When you're unable to bury a team that has nothing to lose, when your big guns are on the ice with a chance to stick two daggers in that opponent and can't come close, Tuesday night's result happens.

With the Wild in the midst of a playoff race and the Dallas Stars and Phoenix Coyotes chasing from behind, the home team allowed the 29th-place Edmonton Oilers to erase a three-goal deficit.

In astonishing fashion, Jeff Petry, David Perron and Jordan Eberle helped the Oilers storm back against a snoozing Wild team that ended up succumbing 4-3 in a four-round shootout.

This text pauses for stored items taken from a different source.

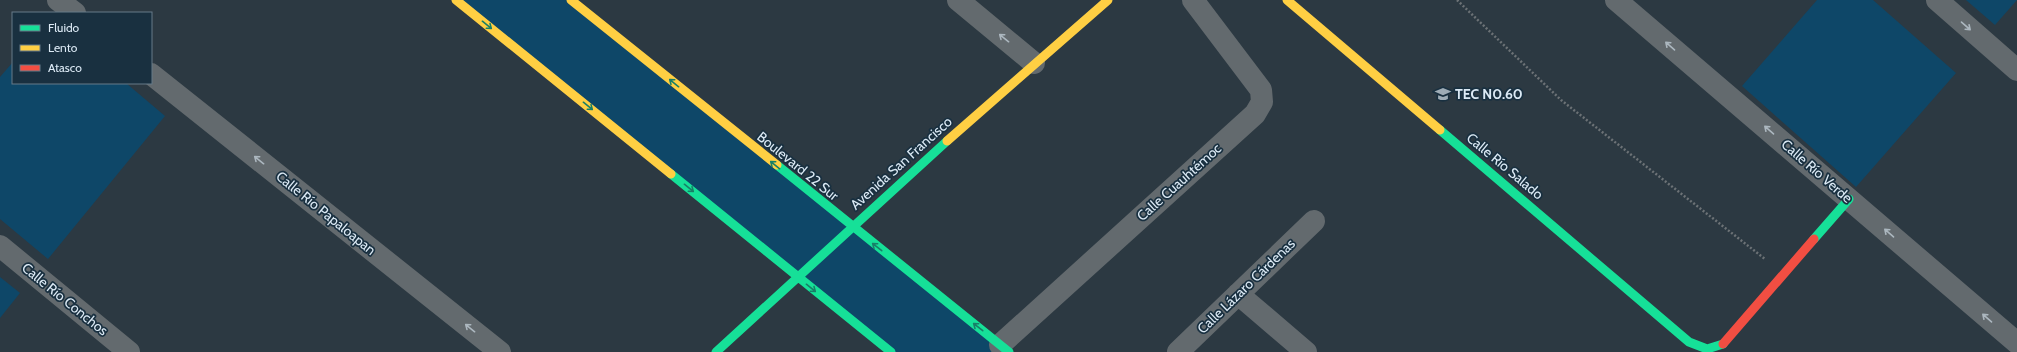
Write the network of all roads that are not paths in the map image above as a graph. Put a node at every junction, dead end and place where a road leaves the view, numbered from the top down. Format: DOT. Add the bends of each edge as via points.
graph roads {
  1 [pos="58,0"];
  2 [pos="456,0"];
  3 [pos="570,0"];
  4 [pos="958,0"];
  5 [pos="1108,0"];
  6 [pos="1193,0"];
  7 [pos="1287,0"];
  8 [pos="1616,0"];
  9 [pos="1937,0"];
  10 [pos="74,12"];
  11 [pos="1034,63"];
  12 [pos="2017,70"];
  13 [pos="152,75"];
  14 [pos="1849,199"];
  15 [pos="1314,221"];
  16 [pos="851,226"];
  17 [pos="0,246"];
  18 [pos="796,276"];
  19 [pos="1238,294"];
  20 [pos="2017,343"];
  21 [pos="1004,348"];
  22 [pos="130,352"];
  23 [pos="500,352"];
  24 [pos="716,352"];
  25 [pos="892,352"];
  26 [pos="1178,352"];
  27 [pos="1306,352"];
  1 -- 10 [label="street"];
  2 -- 18 [label="street, one-way"];
  16 -- 3 [label="street, Boulevard 22 Sur, one-way"];
  11 -- 4 [label="street, one-way"];
  5 -- 11 [label="street, Avenida San Francisco"];
  6 -- 21 [label="street, Calle Cuauhtémoc" via="1261,90 1262,102 1255,114"];
  7 -- 14 [label="street, Calle Río Salado" via="1689,342 1707,349 1723,344"];
  14 -- 8 [label="street, Calle Río Verde, one-way"];
  9 -- 12 [label="street, one-way"];
  11 -- 16 [label="street, Avenida San Francisco"];
  23 -- 13 [label="street, Calle Río Papaloapan, one-way"];
  20 -- 14 [label="street, Calle Río Verde, one-way"];
  15 -- 19 [label="street, Calle Lázaro Cárdenas"];
  16 -- 18 [label="street, Avenida San Francisco"];
  21 -- 16 [label="street, Boulevard 22 Sur, one-way"];
  17 -- 22 [label="street, Calle Río Conchos"];
  18 -- 24 [label="street, Avenida San Francisco"];
  18 -- 25 [label="street, one-way"];
  19 -- 26 [label="street, Calle Lázaro Cárdenas"];
  19 -- 27 [label="street"];
}
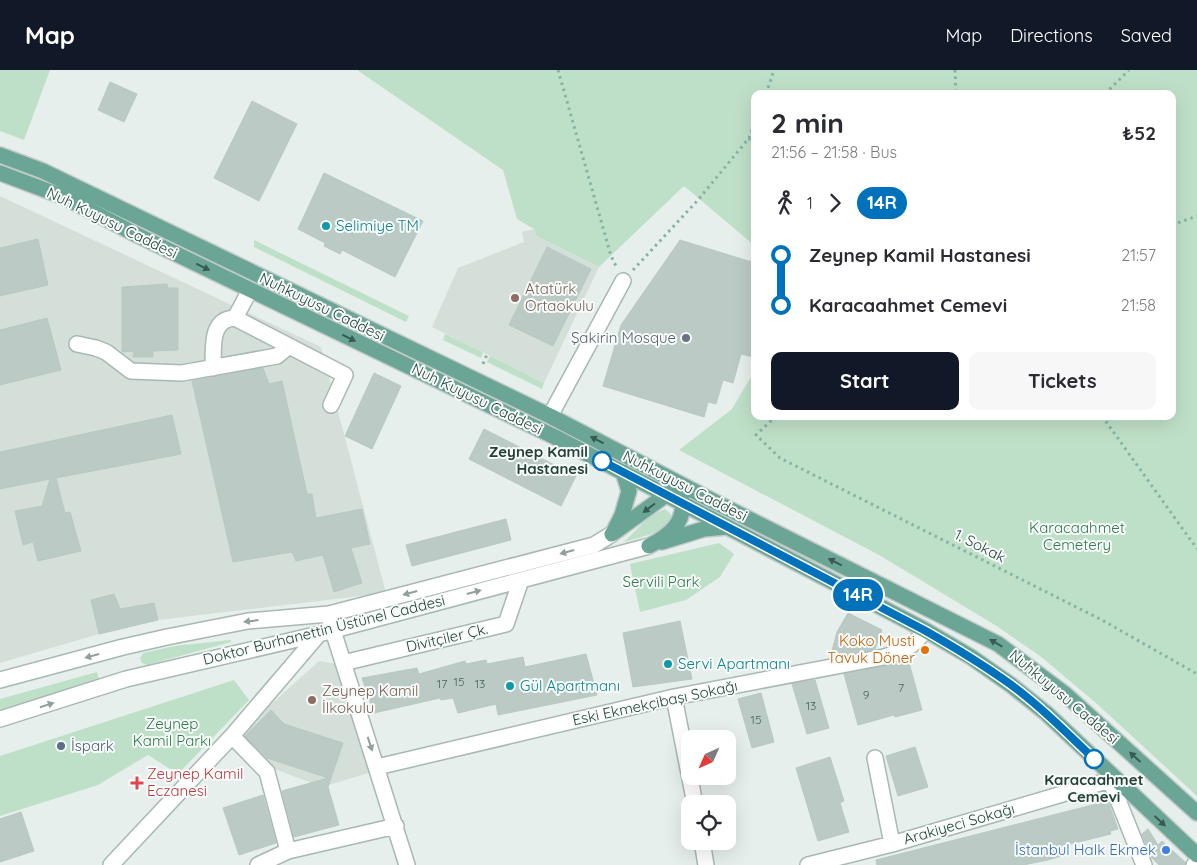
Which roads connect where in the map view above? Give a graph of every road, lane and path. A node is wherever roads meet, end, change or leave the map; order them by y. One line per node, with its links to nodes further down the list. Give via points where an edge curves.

"We got a little — really — complacent," said Zach Parise, who scored goal No. 1 in the Wild's three-goal first period. "Lack of energy on the bench, even when we're up 3-0. You could just sense even when we're up 3-0 we weren't feeling good.

"We played with no intensity, no urgency. It felt like we got a little cocky."

Darcy Kuemper, who had been so good, gave up two third-period goals and three more in the shootout. Eberle and Perron answered shootout goals by Parise and Mikko Koivu, but Matt Moulson and Jason Pominville couldn't score before Taylor Hall buried the winner.

"You're up by three early, as a goalie, you've got to hold a team in there when you've got that kind of cushion," said Kuemper, who served up a juicy rebound to the "wrong guy" (Eberle) for the tying goal with 4 minutes, 53 seconds left.

It was the second time the Wild coughed up a three-goal lead at home this season. The Islanders rallied from a 3-0 deficit for a 5-4 victory Dec. 29.

"Got the lead and it almost felt like we fell asleep," Pominville said.

For a team that blew two points at Dallas on Saturday and lost in a shootout to St. Louis on Sunday, it was a terrible lost point for the Wild. Eighth-place Dallas and ninth-place Phoenix both won, so the Wild is now only three points up on the Stars and four up on the Coyotes.

The Wild had a nine-point lead on Phoenix after beating Calgary on March 3. But since a four-day break and the trade deadline, the Wild has lost its mojo, falling to 0-1-2 since acquiring Matt Moulson, Cody McCormick and Ilya Bryzgalov and trading away Torrey Mitchell. The moves led to two tweaked forward lines, Dany Heatley being dropped to the fourth line and Justin Fontaine being sanctioned to the press box.

Coach Mike Yeo also has fiddled with his third defense pair for the past three games.

"We had some momentum, we had kind of a good thing going and now we're struggling to find the right mix, the right chemistry," Yeo said. "We're not in sync, we're not the same that we were, not consistently enough. Once we find that, we'll be fine. But we've got to aim to do it sooner rather than later."

The big downfall Tuesday was the Wild power play.

Parise opened the scoring with a power-play goal, and that was quickly followed by goals from Jared Spurgeon and Pominville. Mikael Granlund set up two of them.

But up 3-1, the Wild had a chance to stick a shiv in the Oilers on an 84-second 5-on-3. Much to the chagrin of the groans of the 500th Wild home sellout crowd, Parise, Pominville, Koivu, Moulson and Ryan Suter managed one shot against Viktor Fasth, who looked rusty in the first period of his first start since Nov. 18.

"A lot of slow passing, and not a lot of shooting," Yeo said.

Then, with the score tied, the Wild opened overtime on a 4-on-3 for 1:51. Parise, Pominville, Koivu and Suter didn't register a single shot.

"It goes way beyond the power play," Parise said of the loss. "Just a bad effort."